(Saved data entries)
++++++++++

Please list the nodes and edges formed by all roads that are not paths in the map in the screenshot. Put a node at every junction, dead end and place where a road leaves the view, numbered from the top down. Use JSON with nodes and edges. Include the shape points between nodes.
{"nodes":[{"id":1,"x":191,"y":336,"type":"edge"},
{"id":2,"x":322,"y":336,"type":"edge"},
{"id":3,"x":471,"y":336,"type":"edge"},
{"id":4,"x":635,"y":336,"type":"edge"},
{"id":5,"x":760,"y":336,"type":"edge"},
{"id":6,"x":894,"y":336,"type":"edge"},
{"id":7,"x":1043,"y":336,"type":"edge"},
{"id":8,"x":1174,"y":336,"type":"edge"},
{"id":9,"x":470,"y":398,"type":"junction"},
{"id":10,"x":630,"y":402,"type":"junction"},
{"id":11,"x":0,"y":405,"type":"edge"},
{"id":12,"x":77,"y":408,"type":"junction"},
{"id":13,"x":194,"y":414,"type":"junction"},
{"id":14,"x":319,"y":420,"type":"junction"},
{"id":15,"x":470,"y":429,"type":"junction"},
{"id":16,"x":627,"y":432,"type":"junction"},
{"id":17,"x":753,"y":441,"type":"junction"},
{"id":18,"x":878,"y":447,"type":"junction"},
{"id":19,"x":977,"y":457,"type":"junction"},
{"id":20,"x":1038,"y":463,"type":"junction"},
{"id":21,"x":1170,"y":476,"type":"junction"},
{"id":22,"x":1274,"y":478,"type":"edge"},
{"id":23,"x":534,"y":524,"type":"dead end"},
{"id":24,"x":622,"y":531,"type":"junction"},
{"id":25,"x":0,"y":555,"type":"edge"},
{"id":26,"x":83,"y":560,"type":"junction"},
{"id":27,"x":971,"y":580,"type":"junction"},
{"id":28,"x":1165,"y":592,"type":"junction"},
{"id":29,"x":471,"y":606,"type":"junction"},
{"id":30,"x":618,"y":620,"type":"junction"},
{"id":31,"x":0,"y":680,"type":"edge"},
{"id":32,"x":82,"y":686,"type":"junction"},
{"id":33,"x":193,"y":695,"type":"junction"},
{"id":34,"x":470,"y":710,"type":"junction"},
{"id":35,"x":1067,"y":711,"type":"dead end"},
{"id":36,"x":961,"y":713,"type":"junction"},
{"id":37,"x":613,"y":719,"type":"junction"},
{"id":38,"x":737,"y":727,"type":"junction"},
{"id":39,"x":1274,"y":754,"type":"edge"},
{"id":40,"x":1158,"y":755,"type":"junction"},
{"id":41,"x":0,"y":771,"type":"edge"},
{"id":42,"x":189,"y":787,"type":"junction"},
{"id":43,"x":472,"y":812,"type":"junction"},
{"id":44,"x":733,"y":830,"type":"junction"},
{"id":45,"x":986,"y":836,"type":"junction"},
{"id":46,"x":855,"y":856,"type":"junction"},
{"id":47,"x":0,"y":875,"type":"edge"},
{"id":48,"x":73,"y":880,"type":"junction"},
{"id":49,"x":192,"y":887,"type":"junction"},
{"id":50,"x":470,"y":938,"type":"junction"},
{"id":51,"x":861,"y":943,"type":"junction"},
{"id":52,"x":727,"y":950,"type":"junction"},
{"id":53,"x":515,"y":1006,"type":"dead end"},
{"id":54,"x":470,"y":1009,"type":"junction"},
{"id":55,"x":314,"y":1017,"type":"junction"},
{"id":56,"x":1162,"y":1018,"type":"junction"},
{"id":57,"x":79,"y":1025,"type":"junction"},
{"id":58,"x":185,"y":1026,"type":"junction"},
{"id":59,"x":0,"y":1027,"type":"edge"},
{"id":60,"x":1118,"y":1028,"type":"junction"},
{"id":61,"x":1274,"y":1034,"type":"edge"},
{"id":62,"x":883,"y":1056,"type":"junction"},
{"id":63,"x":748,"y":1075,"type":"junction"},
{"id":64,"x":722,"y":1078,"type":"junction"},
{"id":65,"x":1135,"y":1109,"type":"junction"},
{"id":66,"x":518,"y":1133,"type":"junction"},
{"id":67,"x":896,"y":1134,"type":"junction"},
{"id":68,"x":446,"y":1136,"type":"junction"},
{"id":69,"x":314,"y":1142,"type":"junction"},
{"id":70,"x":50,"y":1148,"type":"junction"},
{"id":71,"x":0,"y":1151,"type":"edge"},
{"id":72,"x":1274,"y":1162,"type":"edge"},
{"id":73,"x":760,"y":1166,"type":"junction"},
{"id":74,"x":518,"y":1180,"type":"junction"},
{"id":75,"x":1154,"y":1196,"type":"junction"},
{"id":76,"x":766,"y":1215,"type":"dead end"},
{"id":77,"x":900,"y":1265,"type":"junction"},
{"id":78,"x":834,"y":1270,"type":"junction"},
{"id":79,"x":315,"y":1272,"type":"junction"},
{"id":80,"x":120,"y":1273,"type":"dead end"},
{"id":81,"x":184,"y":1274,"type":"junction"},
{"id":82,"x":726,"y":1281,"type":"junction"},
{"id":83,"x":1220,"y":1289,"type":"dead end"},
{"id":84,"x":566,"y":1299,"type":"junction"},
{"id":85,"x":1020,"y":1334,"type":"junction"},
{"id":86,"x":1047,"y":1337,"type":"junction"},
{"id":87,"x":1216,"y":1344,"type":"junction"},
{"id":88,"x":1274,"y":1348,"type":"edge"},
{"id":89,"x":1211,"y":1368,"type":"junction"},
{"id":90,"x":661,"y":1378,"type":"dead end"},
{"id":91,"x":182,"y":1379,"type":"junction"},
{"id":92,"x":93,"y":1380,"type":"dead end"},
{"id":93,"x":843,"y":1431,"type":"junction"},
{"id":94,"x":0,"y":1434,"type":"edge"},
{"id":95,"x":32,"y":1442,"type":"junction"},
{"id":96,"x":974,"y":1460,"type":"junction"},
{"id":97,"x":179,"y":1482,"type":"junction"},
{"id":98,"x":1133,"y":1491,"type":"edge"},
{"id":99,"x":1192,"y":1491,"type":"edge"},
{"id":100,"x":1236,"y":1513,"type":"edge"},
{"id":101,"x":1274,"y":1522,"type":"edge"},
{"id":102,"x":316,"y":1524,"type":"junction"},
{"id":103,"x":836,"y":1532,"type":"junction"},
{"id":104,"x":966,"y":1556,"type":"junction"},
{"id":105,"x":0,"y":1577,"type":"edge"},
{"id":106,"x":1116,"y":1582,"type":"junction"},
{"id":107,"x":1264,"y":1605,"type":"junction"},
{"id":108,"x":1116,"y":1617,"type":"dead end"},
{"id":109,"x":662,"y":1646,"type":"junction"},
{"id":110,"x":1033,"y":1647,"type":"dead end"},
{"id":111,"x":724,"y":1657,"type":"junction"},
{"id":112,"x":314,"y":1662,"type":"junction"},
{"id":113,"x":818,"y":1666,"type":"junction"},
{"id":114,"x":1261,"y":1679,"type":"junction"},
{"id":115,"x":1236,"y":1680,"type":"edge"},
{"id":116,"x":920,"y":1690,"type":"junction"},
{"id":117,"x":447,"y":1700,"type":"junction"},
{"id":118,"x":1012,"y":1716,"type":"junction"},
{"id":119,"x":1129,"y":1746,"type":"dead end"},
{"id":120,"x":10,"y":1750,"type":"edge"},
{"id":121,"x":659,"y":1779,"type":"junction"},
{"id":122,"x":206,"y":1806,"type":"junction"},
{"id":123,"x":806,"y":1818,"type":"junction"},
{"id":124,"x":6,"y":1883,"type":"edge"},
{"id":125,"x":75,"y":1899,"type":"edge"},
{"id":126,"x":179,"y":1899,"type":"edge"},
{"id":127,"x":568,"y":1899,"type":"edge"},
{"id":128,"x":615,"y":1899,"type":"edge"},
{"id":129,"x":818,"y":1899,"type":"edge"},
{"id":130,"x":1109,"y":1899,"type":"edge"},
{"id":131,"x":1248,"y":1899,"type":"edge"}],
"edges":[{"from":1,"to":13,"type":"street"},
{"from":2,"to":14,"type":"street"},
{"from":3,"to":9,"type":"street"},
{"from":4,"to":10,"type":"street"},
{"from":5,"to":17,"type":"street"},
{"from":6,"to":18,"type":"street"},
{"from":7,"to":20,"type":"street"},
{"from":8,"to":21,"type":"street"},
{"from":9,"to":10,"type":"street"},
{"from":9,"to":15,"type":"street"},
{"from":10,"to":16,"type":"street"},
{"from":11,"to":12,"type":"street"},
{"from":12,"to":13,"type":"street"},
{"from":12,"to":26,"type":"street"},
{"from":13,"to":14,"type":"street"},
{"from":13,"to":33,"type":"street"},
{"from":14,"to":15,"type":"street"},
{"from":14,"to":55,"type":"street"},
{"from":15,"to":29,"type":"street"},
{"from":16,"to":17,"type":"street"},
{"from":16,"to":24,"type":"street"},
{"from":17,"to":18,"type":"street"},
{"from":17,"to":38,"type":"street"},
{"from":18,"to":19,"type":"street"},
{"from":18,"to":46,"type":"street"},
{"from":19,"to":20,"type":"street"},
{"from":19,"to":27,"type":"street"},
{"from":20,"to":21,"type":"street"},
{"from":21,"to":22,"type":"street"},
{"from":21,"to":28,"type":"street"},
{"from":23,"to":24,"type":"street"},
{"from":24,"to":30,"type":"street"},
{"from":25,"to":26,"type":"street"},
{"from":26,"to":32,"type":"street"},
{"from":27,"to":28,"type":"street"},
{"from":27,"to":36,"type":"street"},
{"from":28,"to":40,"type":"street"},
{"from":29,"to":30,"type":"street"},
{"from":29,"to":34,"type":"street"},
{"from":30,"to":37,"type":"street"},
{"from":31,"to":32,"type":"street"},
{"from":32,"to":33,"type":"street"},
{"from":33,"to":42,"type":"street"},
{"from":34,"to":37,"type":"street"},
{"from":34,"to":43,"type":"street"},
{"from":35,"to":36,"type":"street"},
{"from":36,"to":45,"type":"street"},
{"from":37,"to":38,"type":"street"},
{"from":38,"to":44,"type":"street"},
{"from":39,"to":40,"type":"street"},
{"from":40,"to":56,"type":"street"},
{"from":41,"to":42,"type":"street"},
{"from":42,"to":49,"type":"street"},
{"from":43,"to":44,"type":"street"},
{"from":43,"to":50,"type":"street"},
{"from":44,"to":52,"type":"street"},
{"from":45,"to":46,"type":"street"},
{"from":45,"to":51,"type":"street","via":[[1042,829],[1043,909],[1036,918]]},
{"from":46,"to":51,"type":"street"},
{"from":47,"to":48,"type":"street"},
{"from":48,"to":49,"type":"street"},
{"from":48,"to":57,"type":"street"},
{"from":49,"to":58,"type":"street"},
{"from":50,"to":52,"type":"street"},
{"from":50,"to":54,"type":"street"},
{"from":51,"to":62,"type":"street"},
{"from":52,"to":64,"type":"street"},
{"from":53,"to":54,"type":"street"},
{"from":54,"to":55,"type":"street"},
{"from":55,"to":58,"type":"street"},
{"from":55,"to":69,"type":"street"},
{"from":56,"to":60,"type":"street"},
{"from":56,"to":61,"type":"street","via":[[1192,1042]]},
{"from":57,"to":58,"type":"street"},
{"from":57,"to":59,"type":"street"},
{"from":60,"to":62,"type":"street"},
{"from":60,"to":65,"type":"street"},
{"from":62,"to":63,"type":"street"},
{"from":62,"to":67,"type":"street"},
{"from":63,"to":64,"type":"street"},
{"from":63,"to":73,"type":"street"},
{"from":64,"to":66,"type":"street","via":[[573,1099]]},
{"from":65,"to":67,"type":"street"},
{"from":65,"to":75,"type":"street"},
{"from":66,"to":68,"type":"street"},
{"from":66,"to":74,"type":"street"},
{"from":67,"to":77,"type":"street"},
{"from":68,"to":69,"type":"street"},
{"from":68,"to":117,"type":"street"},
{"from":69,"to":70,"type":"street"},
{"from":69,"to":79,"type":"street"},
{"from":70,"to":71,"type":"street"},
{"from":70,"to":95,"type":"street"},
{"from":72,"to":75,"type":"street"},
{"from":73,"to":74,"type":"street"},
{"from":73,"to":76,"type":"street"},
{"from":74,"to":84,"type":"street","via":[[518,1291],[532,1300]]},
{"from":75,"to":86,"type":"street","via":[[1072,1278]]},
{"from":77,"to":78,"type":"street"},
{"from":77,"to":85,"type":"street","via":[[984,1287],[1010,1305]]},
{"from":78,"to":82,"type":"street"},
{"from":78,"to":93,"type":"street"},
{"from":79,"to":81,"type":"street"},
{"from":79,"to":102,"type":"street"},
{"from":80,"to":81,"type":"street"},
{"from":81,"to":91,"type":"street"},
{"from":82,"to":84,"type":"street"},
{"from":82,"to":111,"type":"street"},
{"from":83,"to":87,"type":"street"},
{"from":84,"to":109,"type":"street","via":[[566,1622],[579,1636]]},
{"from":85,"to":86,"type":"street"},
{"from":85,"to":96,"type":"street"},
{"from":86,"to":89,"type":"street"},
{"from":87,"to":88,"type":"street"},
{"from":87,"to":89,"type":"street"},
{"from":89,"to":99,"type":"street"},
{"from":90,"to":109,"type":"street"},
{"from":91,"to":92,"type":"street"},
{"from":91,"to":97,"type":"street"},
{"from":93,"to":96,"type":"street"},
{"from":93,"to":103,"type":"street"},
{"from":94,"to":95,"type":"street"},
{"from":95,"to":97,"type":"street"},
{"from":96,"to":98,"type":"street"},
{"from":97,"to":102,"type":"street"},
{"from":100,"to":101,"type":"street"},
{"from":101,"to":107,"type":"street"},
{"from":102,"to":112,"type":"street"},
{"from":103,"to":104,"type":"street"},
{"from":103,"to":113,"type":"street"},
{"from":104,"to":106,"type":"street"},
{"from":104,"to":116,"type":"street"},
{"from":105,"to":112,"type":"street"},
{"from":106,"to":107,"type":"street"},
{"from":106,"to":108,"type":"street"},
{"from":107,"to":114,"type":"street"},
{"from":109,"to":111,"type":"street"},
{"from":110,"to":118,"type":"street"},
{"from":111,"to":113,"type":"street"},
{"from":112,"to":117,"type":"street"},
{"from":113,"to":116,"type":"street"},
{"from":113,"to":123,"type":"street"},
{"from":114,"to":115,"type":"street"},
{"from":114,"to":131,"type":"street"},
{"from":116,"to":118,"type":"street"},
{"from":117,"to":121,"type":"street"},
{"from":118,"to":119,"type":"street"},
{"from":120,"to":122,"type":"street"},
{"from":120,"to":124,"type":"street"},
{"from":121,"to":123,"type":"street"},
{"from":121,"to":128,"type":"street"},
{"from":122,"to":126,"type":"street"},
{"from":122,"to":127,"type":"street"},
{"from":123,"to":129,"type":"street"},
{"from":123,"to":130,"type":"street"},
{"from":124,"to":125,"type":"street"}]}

++++++++++

◆ **Directions for this task**
Check each line above for the word "edges" and copy the ones that have it.

◆ **Solution below**
Please list the nodes and edges formed by all roads that are not paths in the map in the screenshot. Put a node at every junction, dead end and place where a road leaves the view, numbered from the top down. Use JSON with nodes and edges. Include the shape points between nodes.
"edges":[{"from":1,"to":13,"type":"street"},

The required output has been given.